#### WHAT THE TASK ASKS:
Your reply should be the records below, duplicated exactly, with any picture removed.

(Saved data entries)
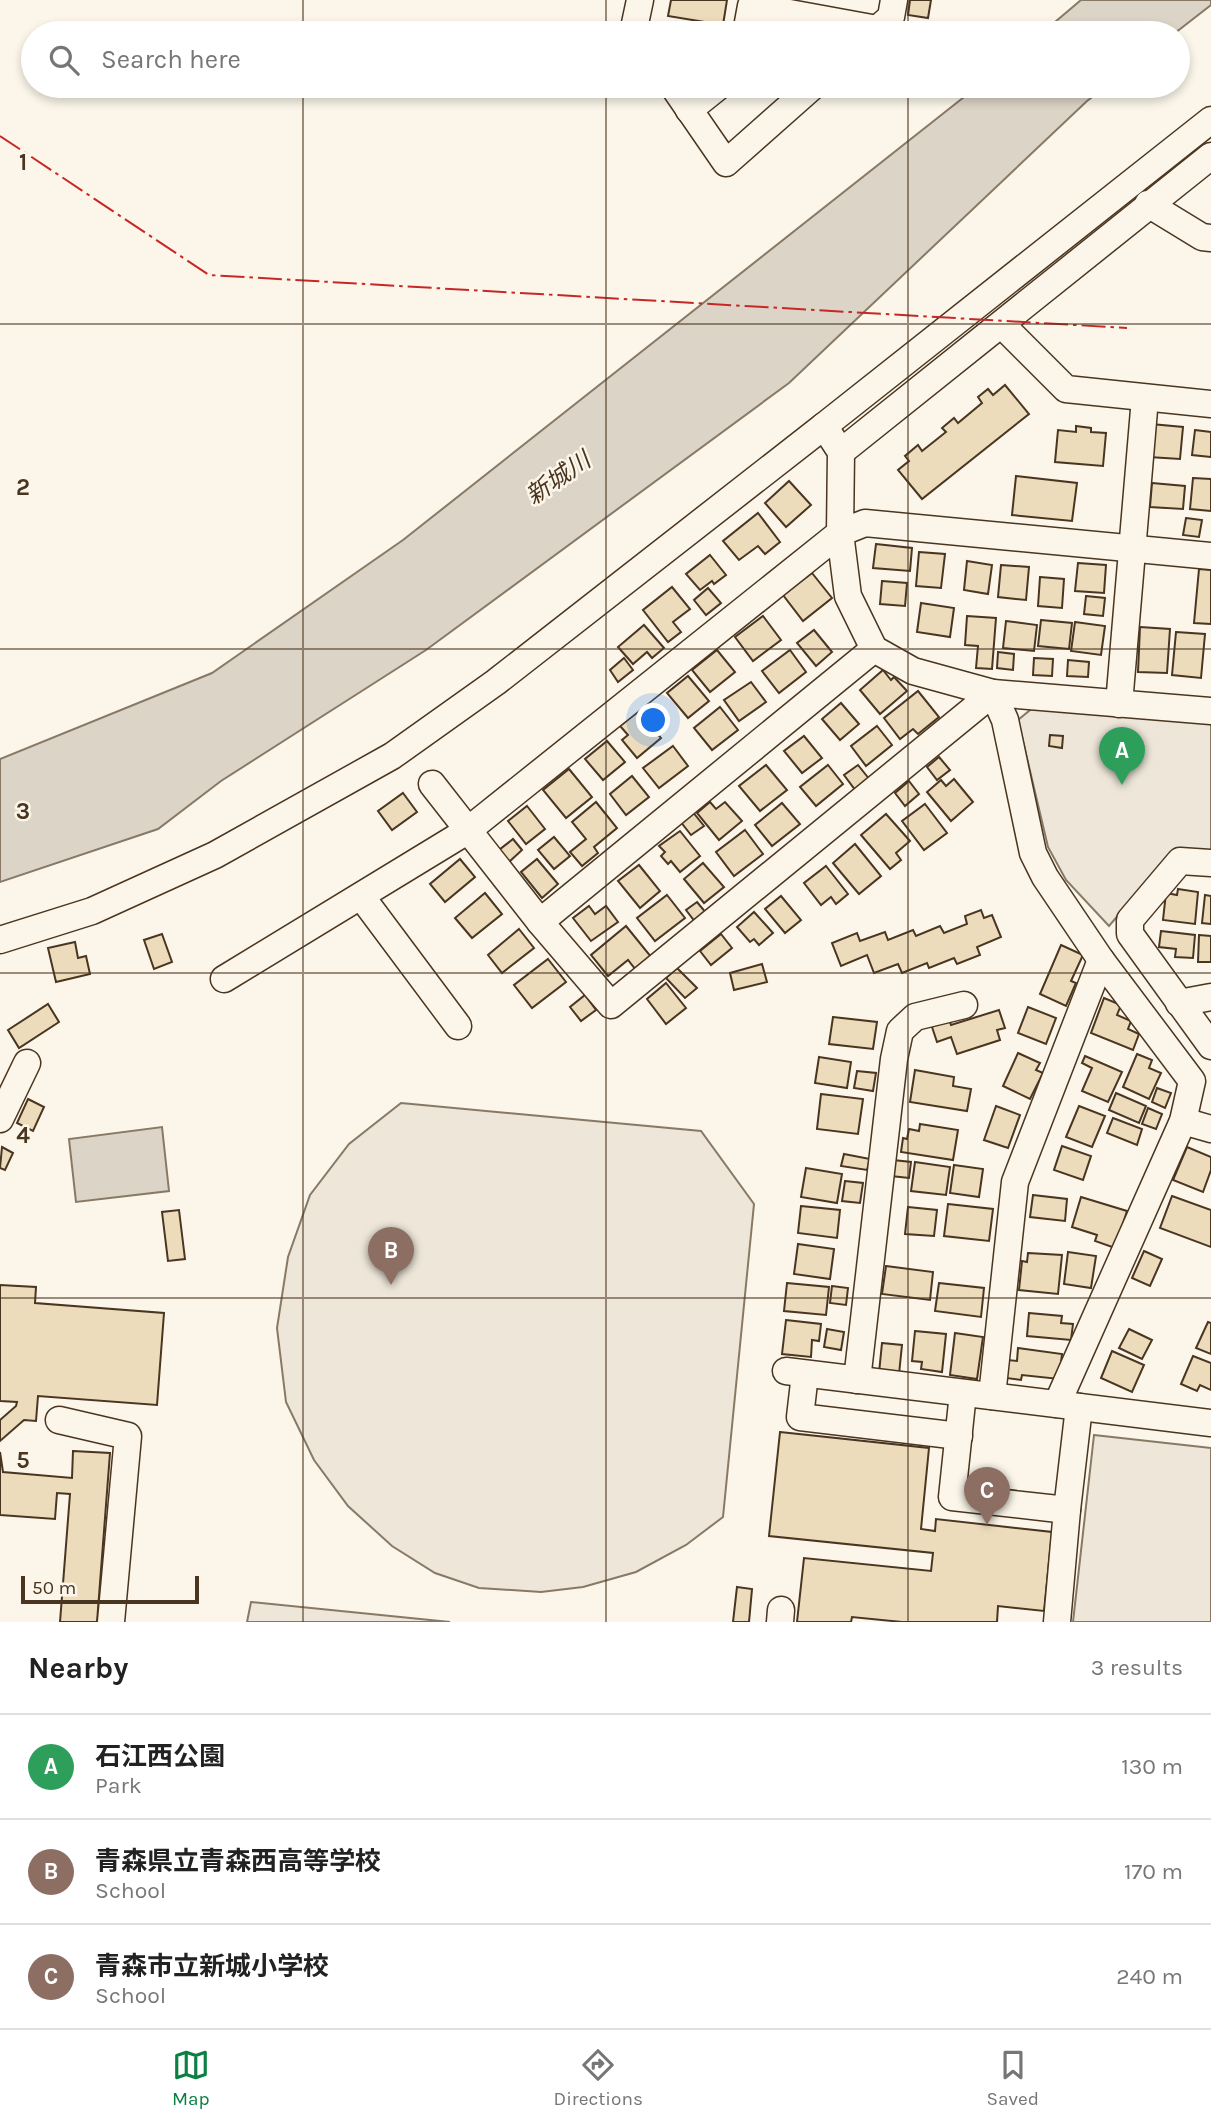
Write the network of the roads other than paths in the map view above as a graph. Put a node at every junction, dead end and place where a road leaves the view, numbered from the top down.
1 (640, 0) edge
2 (894, 0) edge
3 (636, 21) edge
4 (748, 21) edge
5 (825, 21) edge
6 (886, 21) edge
7 (681, 98) edge
8 (704, 98) edge
9 (799, 98) edge
10 (689, 110) junction
11 (1211, 120) edge
12 (1211, 156) edge
13 (1148, 204) junction
14 (1211, 238) edge
15 (1002, 325) junction
16 (1145, 398) junction
17 (1211, 404) edge
18 (824, 426) junction
19 (841, 452) junction
20 (840, 533) junction
21 (1132, 549) junction
22 (1211, 556) edge
23 (874, 649) junction
24 (993, 693) junction
25 (1119, 704) junction
26 (1211, 711) edge
27 (432, 785) dead end
28 (467, 831) junction
29 (1211, 863) edge
30 (361, 896) junction
31 (540, 922) junction
32 (0, 940) edge
33 (1101, 960) junction
34 (224, 979) dead end
35 (1211, 997) edge
36 (1179, 1003) junction
37 (964, 1005) dead end
38 (458, 1026) dead end
39 (1211, 1046) edge
40 (27, 1063) dead end
41 (0, 1119) edge
42 (1183, 1121) junction
43 (1211, 1129) edge
44 (857, 1380) junction
45 (963, 1393) junction
46 (992, 1396) junction
47 (1068, 1406) junction
48 (59, 1420) dead end
49 (1211, 1423) edge
50 (959, 1436) junction
51 (1067, 1510) junction
52 (111, 1622) edge
53 (1057, 1622) edge

1 - 3 street
2 - 6 street
4 - 5 street
7 - 10 street
8 - 10 street
9 - 10 street
11 - 18 street
12 - 13 street
13 - 14 street
13 - 15 street
15 - 16 street
15 - 19 street
16 - 17 street
16 - 21 street
18 - 19 street
18 - 32 street
19 - 20 street
20 - 21 street
20 - 23 street
20 - 28 street
21 - 22 street
21 - 25 street
23 - 24 street
23 - 31 street
24 - 25 street
24 - 31 street
24 - 33 street
25 - 26 street
27 - 28 street
28 - 30 street
28 - 31 street
29 - 36 street
30 - 34 street
30 - 38 street
33 - 42 street
33 - 46 street
35 - 36 street
36 - 39 street
37 - 44 street
40 - 41 street
42 - 43 street
42 - 47 street
44 - 45 street
44 - 50 street
45 - 46 street
45 - 50 street
46 - 47 street
47 - 49 street
47 - 51 street
48 - 52 street
50 - 51 street
51 - 53 street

#### WRITTEN ANSWER:
Write the network of the roads other than paths in the map view above as a graph. Put a node at every junction, dead end and place where a road leaves the view, numbered from the top down.
1 (640, 0) edge
2 (894, 0) edge
3 (636, 21) edge
4 (748, 21) edge
5 (825, 21) edge
6 (886, 21) edge
7 (681, 98) edge
8 (704, 98) edge
9 (799, 98) edge
10 (689, 110) junction
11 (1211, 120) edge
12 (1211, 156) edge
13 (1148, 204) junction
14 (1211, 238) edge
15 (1002, 325) junction
16 (1145, 398) junction
17 (1211, 404) edge
18 (824, 426) junction
19 (841, 452) junction
20 (840, 533) junction
21 (1132, 549) junction
22 (1211, 556) edge
23 (874, 649) junction
24 (993, 693) junction
25 (1119, 704) junction
26 (1211, 711) edge
27 (432, 785) dead end
28 (467, 831) junction
29 (1211, 863) edge
30 (361, 896) junction
31 (540, 922) junction
32 (0, 940) edge
33 (1101, 960) junction
34 (224, 979) dead end
35 (1211, 997) edge
36 (1179, 1003) junction
37 (964, 1005) dead end
38 (458, 1026) dead end
39 (1211, 1046) edge
40 (27, 1063) dead end
41 (0, 1119) edge
42 (1183, 1121) junction
43 (1211, 1129) edge
44 (857, 1380) junction
45 (963, 1393) junction
46 (992, 1396) junction
47 (1068, 1406) junction
48 (59, 1420) dead end
49 (1211, 1423) edge
50 (959, 1436) junction
51 (1067, 1510) junction
52 (111, 1622) edge
53 (1057, 1622) edge

1 - 3 street
2 - 6 street
4 - 5 street
7 - 10 street
8 - 10 street
9 - 10 street
11 - 18 street
12 - 13 street
13 - 14 street
13 - 15 street
15 - 16 street
15 - 19 street
16 - 17 street
16 - 21 street
18 - 19 street
18 - 32 street
19 - 20 street
20 - 21 street
20 - 23 street
20 - 28 street
21 - 22 street
21 - 25 street
23 - 24 street
23 - 31 street
24 - 25 street
24 - 31 street
24 - 33 street
25 - 26 street
27 - 28 street
28 - 30 street
28 - 31 street
29 - 36 street
30 - 34 street
30 - 38 street
33 - 42 street
33 - 46 street
35 - 36 street
36 - 39 street
37 - 44 street
40 - 41 street
42 - 43 street
42 - 47 street
44 - 45 street
44 - 50 street
45 - 46 street
45 - 50 street
46 - 47 street
47 - 49 street
47 - 51 street
48 - 52 street
50 - 51 street
51 - 53 street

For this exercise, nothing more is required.